Input material section start

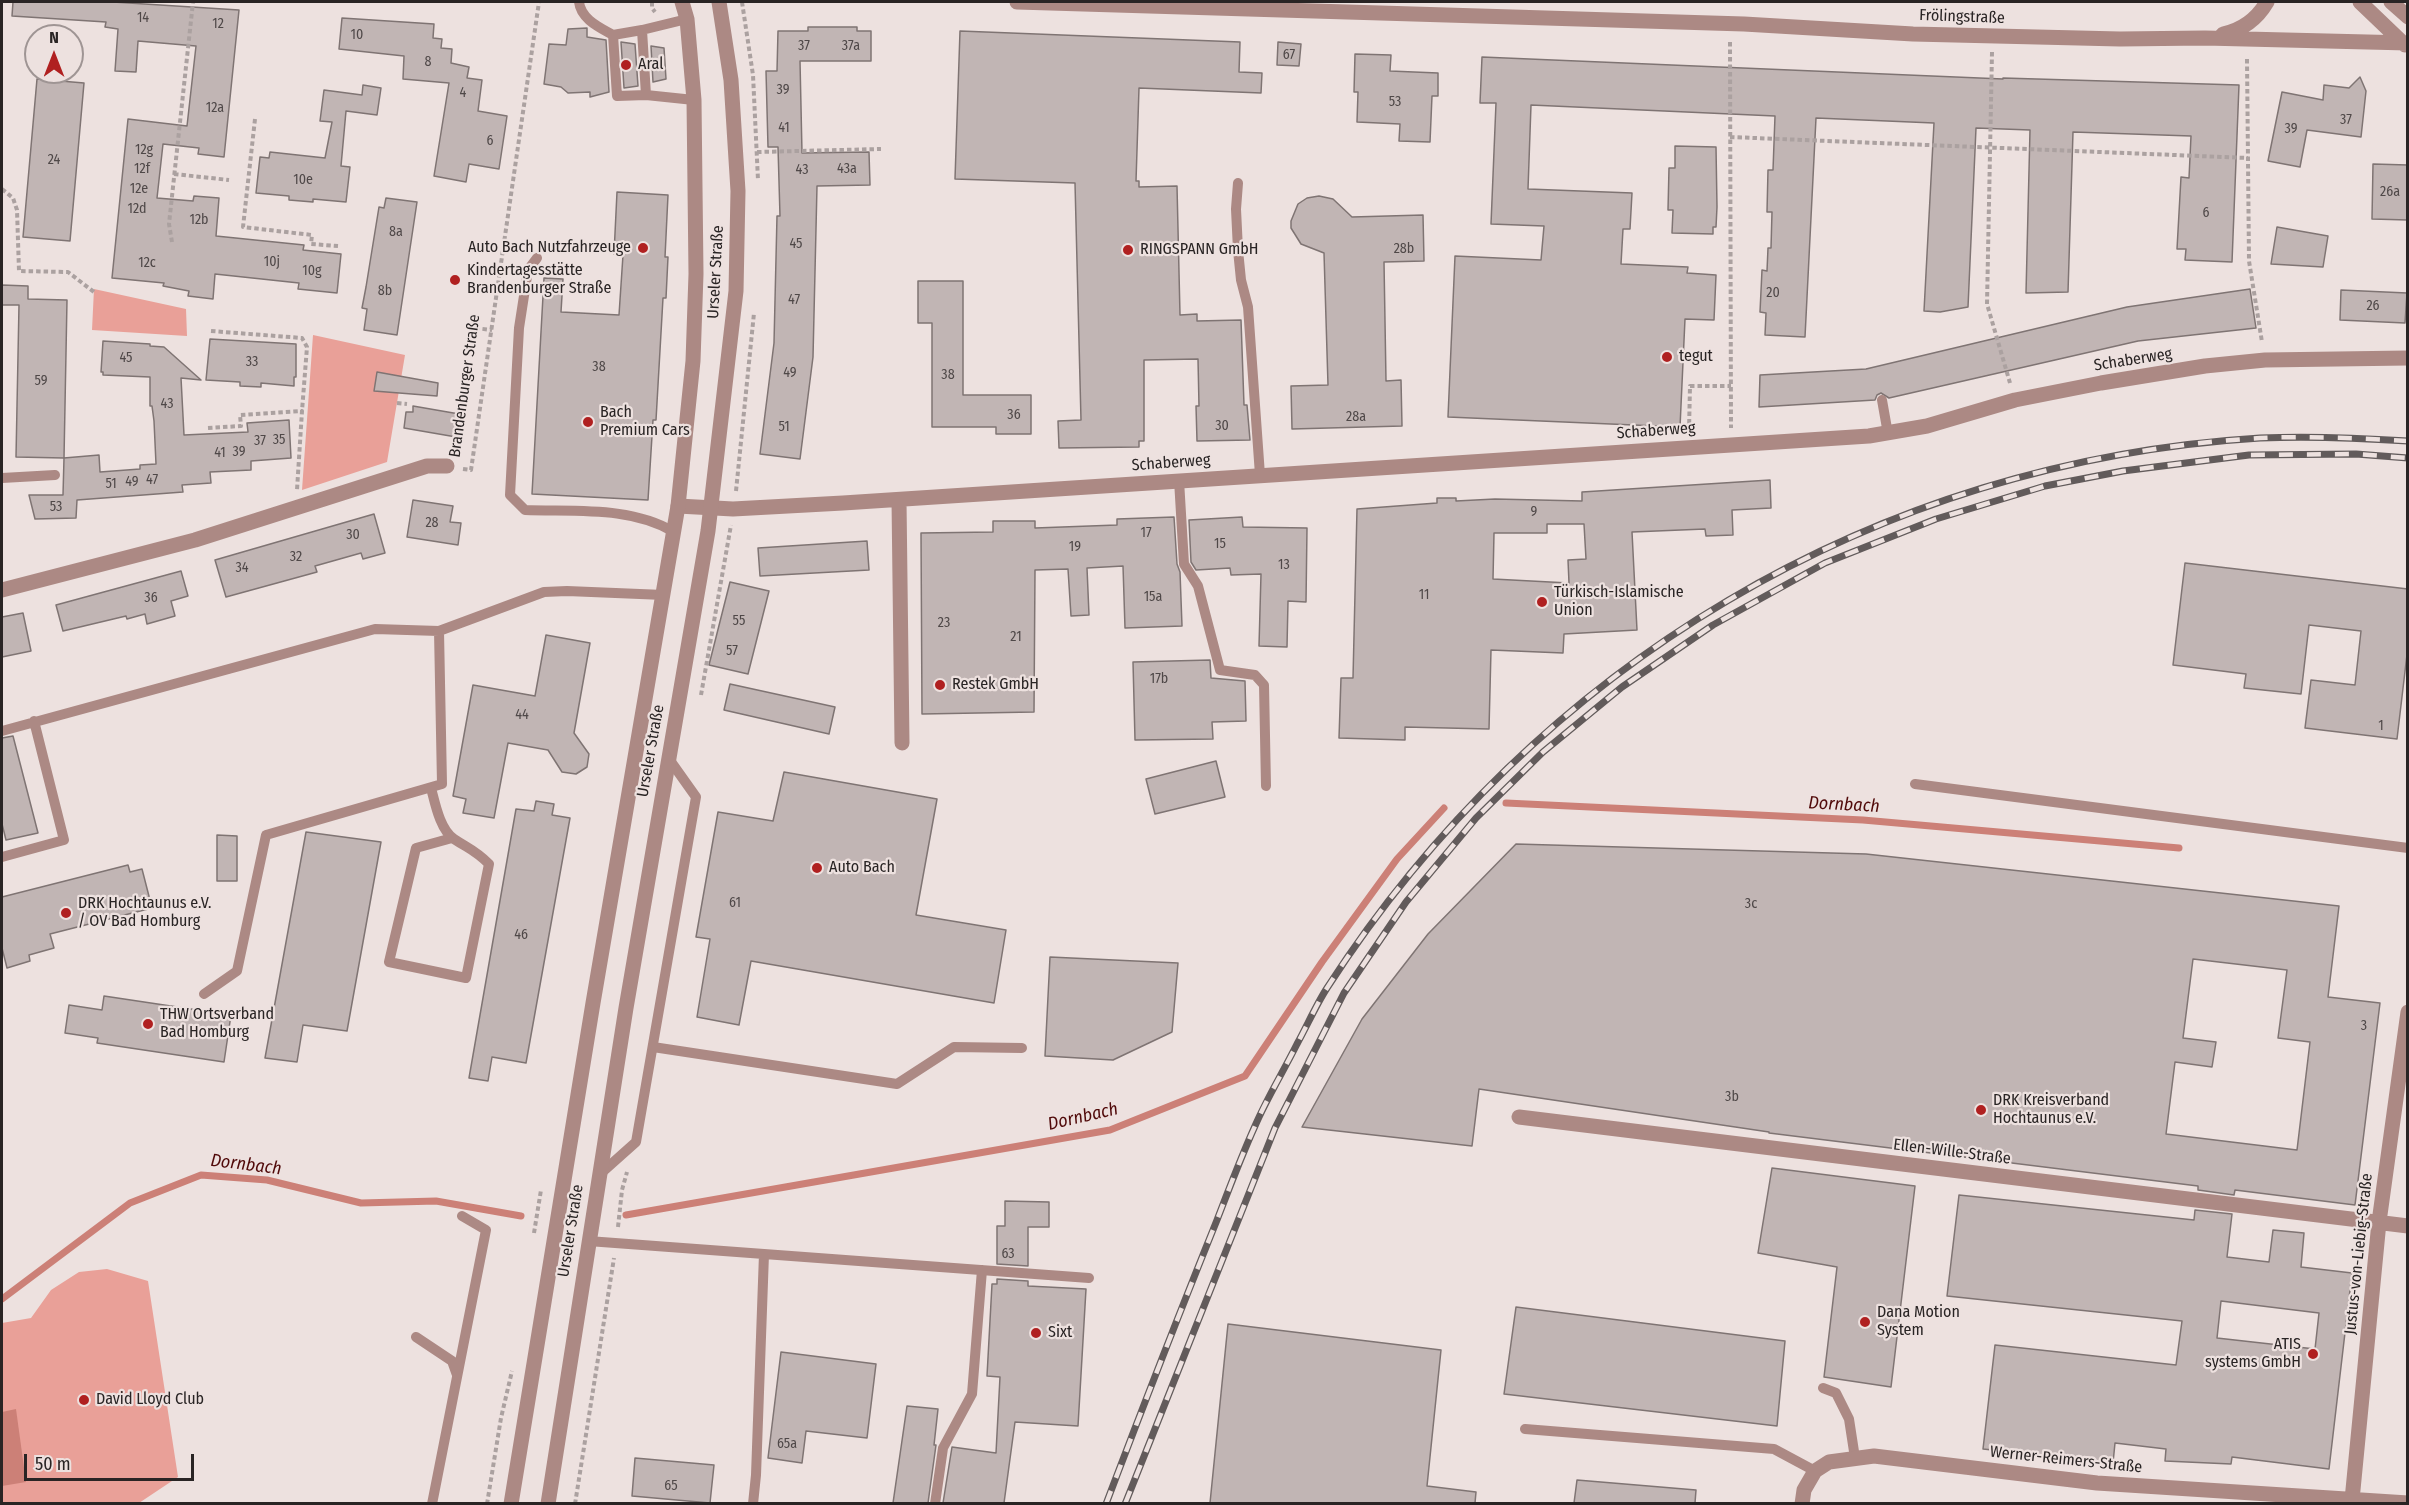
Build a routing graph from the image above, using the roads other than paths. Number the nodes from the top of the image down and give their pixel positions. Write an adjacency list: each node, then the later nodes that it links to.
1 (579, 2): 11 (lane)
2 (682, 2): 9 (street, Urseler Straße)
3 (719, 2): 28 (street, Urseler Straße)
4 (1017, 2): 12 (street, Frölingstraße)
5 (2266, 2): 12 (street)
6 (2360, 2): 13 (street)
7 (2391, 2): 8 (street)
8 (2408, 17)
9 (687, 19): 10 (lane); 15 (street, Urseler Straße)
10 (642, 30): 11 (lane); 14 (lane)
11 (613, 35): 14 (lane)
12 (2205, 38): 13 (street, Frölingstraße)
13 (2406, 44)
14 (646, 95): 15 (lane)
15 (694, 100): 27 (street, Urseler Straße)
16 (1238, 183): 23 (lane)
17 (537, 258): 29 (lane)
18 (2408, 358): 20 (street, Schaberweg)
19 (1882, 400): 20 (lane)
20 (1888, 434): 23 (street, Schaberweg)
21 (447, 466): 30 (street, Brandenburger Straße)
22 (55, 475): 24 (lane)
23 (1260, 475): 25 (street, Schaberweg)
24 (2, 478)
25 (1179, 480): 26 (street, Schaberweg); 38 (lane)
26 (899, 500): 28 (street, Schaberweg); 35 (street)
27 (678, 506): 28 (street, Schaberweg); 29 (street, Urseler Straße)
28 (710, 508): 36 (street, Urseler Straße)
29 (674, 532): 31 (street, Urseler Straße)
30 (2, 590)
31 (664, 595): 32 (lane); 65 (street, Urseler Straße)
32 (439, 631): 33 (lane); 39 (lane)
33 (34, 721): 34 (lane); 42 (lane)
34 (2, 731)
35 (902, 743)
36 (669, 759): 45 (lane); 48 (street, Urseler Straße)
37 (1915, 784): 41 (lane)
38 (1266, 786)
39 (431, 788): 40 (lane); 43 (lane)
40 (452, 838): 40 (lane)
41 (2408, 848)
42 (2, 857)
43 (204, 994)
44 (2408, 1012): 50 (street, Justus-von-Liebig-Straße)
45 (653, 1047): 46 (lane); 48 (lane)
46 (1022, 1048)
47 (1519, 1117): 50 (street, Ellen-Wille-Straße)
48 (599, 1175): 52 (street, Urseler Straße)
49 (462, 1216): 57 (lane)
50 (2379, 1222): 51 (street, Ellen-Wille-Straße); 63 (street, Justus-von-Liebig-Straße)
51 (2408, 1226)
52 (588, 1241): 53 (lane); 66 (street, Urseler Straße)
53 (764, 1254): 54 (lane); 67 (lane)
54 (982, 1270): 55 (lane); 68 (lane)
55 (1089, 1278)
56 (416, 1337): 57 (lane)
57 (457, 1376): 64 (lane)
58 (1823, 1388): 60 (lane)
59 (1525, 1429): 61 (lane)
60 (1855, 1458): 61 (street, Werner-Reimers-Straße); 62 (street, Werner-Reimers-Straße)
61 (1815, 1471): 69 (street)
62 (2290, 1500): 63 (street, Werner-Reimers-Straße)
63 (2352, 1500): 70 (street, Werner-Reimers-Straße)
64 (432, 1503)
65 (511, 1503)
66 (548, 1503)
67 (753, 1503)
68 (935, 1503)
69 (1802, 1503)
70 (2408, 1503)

Input material section end
Input material section start

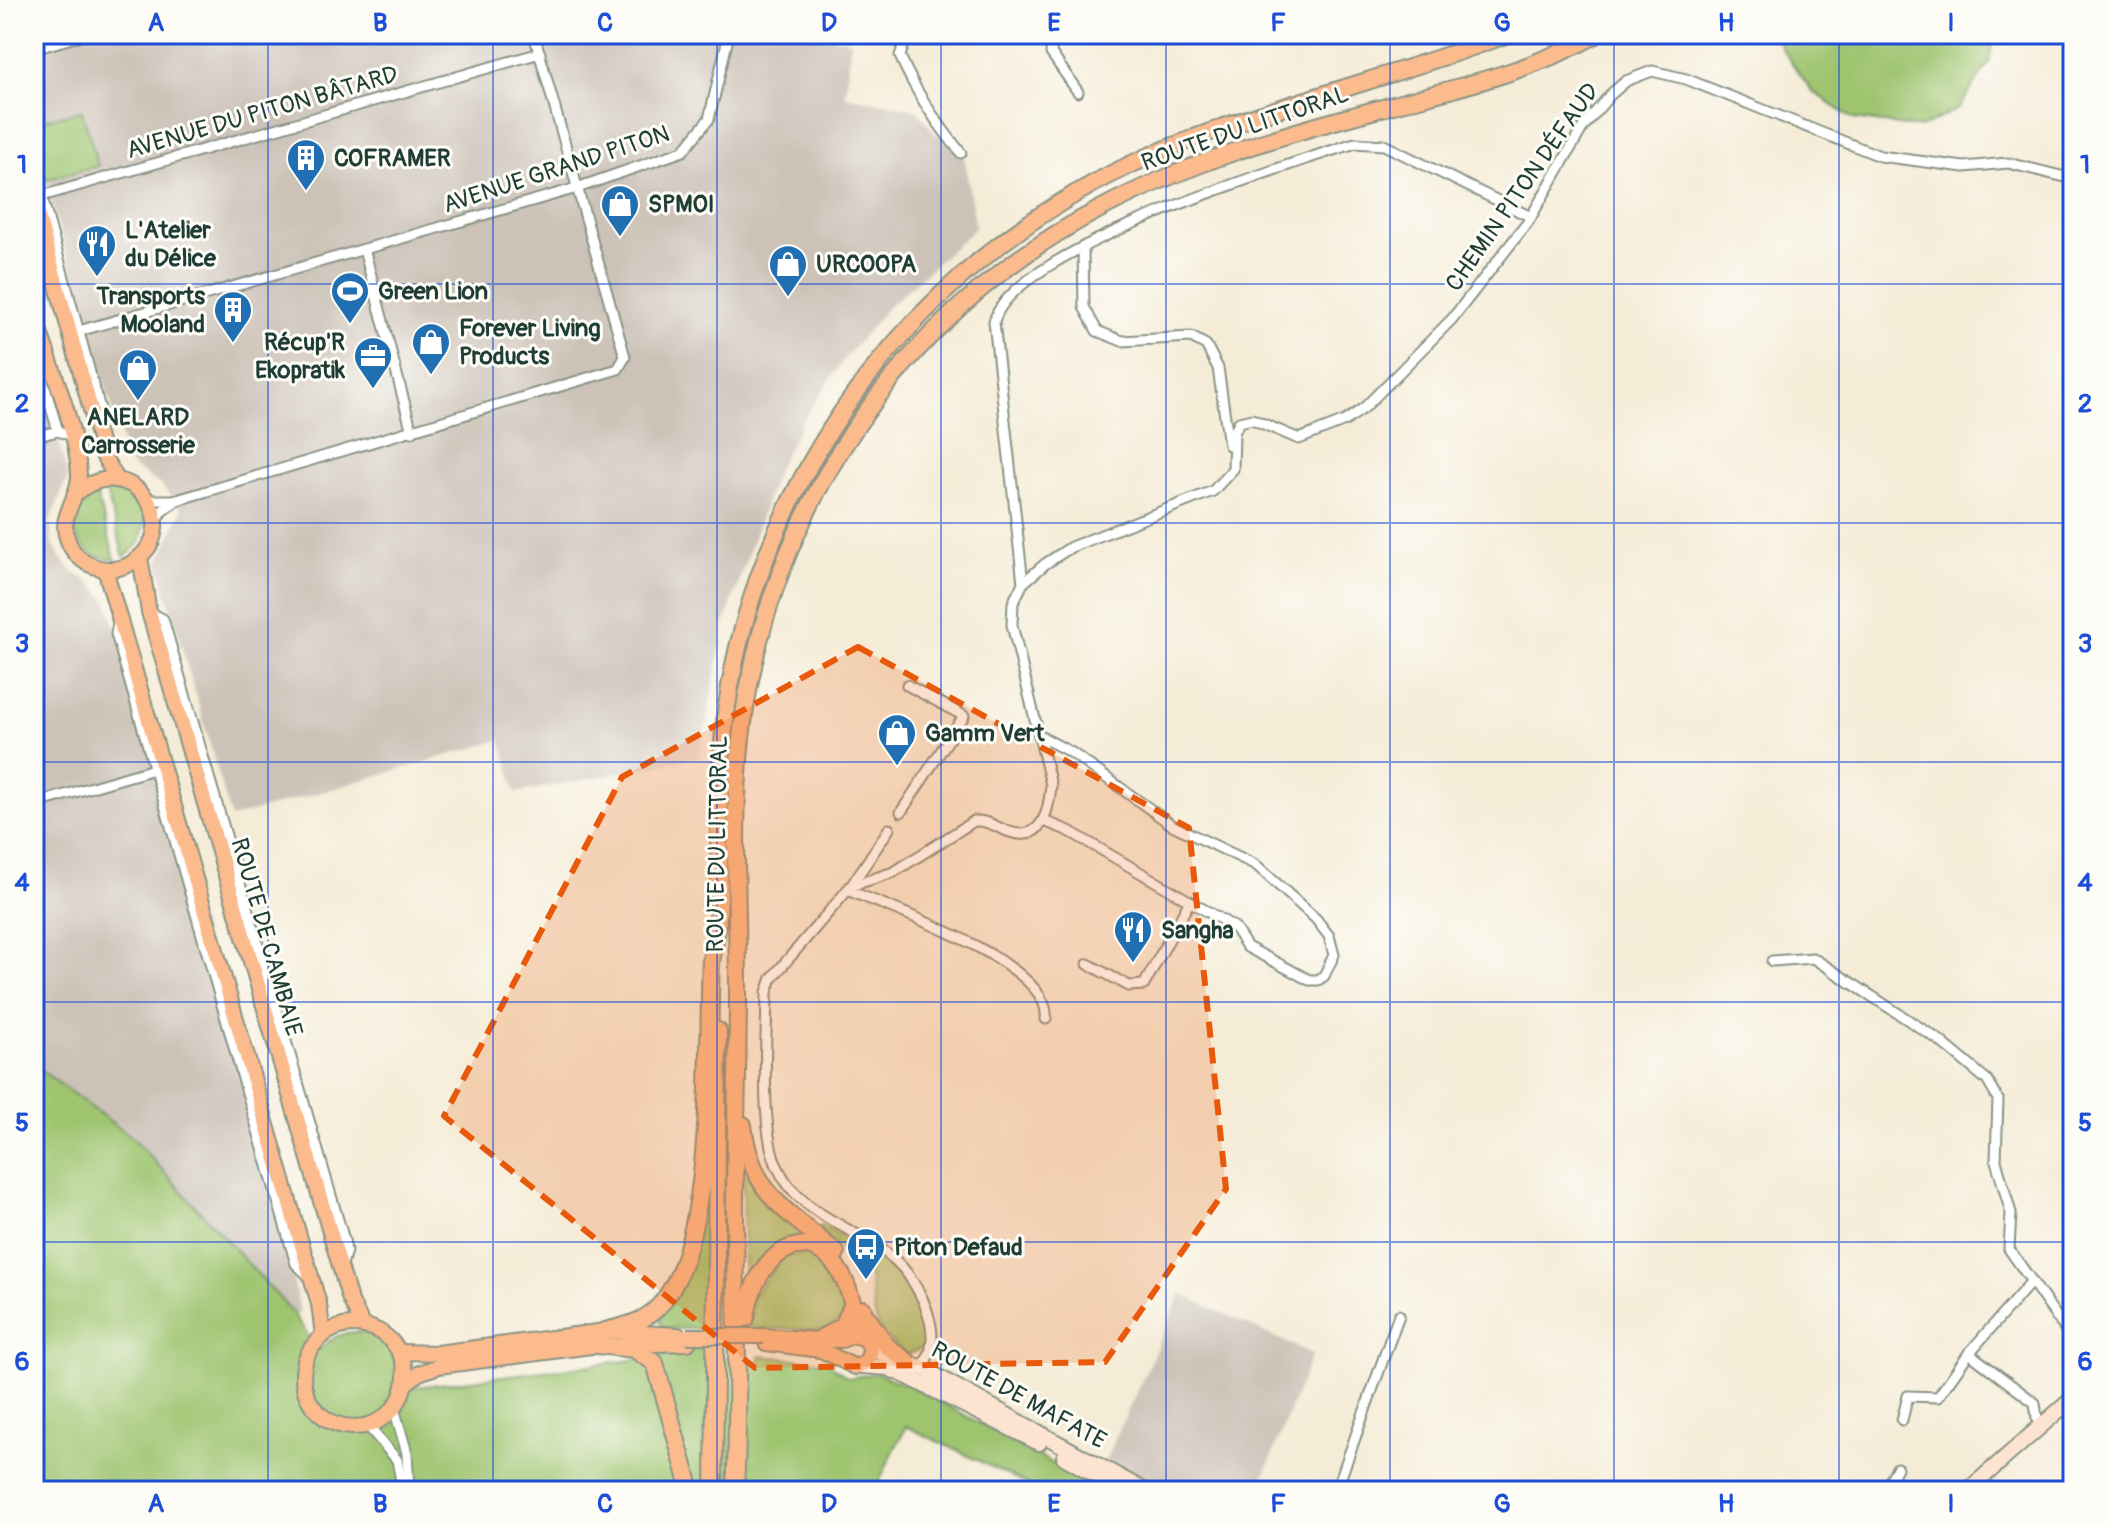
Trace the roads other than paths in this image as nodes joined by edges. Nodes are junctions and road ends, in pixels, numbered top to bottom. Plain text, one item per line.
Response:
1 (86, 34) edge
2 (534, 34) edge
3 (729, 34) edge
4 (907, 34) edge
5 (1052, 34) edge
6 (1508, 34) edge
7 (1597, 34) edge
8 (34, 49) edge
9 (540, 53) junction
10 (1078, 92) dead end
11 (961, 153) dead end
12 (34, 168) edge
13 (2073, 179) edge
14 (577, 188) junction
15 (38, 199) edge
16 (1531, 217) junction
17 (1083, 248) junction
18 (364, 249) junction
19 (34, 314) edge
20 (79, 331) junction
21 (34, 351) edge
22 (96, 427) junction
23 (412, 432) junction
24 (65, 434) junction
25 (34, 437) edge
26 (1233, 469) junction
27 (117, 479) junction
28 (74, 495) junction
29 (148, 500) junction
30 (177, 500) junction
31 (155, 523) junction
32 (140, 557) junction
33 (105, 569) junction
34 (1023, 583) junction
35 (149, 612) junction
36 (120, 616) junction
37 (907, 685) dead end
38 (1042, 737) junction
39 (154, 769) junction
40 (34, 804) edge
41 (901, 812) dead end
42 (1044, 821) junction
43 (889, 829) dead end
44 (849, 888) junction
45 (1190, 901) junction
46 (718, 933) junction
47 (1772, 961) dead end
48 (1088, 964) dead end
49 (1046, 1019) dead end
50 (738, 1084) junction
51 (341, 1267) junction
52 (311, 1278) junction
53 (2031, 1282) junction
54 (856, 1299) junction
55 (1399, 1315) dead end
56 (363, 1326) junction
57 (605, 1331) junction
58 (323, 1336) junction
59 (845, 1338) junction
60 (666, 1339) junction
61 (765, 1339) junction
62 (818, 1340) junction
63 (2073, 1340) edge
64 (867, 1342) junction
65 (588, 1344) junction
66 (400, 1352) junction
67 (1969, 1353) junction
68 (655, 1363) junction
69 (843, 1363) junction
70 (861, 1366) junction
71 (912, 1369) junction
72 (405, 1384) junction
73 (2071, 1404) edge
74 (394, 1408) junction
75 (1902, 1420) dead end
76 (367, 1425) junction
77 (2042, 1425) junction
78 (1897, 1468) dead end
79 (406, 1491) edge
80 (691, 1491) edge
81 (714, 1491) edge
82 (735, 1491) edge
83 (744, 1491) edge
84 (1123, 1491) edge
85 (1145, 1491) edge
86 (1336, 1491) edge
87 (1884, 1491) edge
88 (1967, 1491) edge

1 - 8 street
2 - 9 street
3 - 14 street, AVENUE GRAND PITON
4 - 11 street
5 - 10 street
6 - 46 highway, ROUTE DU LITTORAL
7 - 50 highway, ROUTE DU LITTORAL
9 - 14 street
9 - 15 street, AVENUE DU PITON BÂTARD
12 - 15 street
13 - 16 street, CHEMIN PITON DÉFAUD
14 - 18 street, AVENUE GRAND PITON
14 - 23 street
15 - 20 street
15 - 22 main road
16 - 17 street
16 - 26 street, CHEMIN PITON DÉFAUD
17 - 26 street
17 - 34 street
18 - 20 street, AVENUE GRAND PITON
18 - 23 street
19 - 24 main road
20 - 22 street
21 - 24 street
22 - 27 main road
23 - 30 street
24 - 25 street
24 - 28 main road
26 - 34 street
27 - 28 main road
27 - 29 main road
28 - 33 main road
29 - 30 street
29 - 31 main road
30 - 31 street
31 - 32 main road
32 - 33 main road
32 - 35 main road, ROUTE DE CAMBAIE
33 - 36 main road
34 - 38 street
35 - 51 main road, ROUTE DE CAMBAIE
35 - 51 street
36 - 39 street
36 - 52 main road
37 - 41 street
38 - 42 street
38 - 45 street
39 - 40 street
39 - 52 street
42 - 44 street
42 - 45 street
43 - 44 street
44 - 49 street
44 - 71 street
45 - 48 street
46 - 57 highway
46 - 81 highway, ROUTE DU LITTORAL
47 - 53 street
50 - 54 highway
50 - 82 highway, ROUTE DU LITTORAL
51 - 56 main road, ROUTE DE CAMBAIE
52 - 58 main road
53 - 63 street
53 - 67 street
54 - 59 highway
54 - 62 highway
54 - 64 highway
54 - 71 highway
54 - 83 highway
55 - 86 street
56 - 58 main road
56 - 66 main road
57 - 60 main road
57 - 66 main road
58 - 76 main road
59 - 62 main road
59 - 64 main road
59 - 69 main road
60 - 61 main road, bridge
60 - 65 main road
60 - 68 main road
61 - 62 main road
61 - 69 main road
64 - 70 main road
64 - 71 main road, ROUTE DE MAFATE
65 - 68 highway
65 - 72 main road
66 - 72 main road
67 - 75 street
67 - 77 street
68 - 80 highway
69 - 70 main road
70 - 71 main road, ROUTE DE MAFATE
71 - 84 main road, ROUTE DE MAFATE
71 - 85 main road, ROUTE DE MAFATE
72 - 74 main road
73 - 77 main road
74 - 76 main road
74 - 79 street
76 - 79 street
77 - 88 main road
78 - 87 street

Input material section end

■ **Your goal**
Show the lines from the data above that contain the string "other".

■ **Your response**
Build a routing graph from the image above, using the roads other than paths. Number the nodes from the top of the image down and give their pixel positions. Write an adjacency list: each node, then the later nodes that it links to.
Trace the roads other than paths in this image as nodes joined by edges. Nodes are junctions and road ends, in pixels, numbered top to bottom. Plain text, one item per line.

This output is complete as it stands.